"""
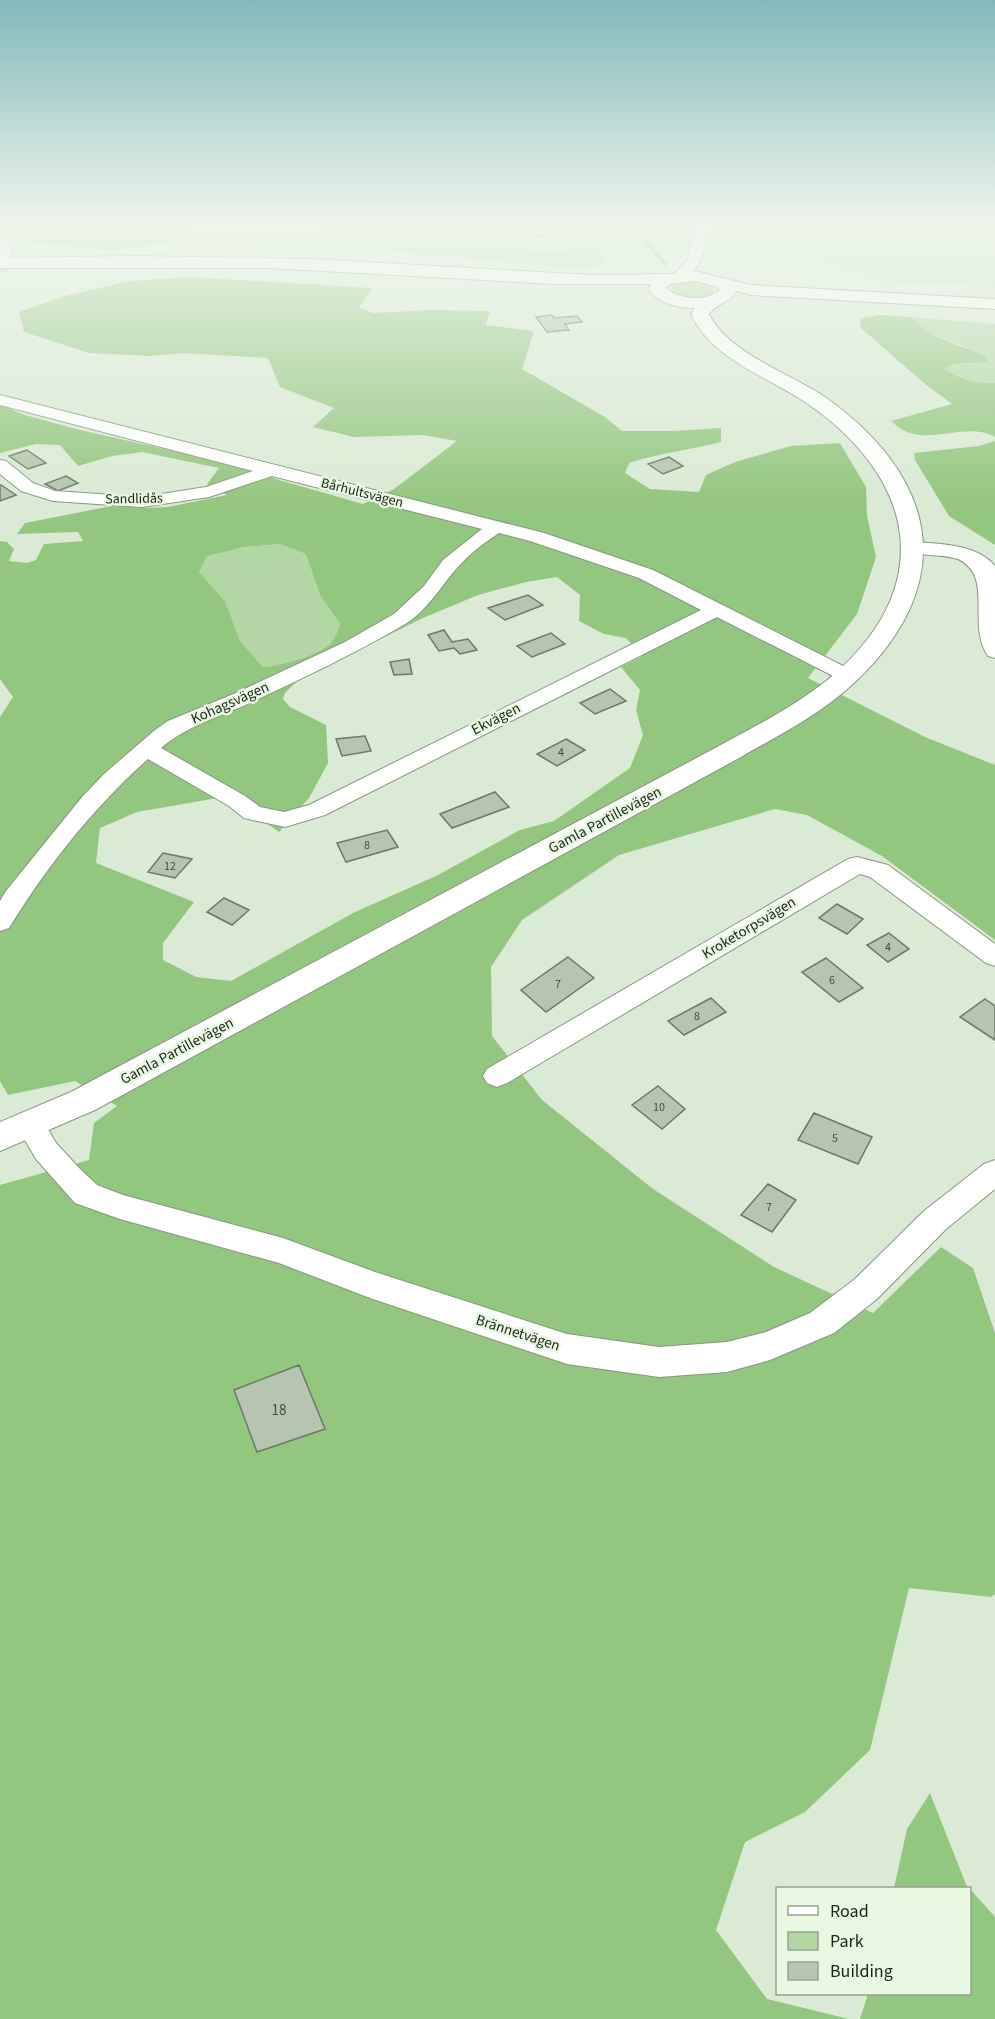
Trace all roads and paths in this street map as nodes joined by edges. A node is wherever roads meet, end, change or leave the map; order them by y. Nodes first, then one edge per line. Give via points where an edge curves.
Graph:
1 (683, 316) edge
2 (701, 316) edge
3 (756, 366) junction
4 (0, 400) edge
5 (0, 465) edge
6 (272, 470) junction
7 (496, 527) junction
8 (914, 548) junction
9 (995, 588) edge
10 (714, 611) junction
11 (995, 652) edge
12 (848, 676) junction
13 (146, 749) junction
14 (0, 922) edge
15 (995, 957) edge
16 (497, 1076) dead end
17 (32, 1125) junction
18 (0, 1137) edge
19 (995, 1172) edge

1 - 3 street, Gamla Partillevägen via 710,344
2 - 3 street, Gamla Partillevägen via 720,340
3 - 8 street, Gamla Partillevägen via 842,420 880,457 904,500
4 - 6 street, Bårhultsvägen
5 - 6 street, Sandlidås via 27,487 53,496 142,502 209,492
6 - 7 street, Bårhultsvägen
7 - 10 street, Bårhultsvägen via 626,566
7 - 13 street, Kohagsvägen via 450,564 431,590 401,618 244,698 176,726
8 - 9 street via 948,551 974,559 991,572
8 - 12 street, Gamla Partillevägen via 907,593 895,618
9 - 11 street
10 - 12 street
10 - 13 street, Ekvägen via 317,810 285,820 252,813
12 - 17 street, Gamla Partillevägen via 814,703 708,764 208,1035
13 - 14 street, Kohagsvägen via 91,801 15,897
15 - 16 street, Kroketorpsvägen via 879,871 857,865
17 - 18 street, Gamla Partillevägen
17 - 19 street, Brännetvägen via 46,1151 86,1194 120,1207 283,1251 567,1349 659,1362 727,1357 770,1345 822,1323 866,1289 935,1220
"""
"""
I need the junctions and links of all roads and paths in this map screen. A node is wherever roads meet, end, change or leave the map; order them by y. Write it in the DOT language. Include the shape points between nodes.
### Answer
"""
(TRY IT) Filter the lines above, keeping and copying those that contain "paths".

(FINISHED TASK)
Trace all roads and paths in this street map as nodes joined by edges. A node is wherever roads meet, end, change or leave the map; order them by y. Nodes first, then one edge per line. Give via points where an edge curves.
I need the junctions and links of all roads and paths in this map screen. A node is wherever roads meet, end, change or leave the map; order them by y. Write it in the DOT language. Include the shape points between nodes.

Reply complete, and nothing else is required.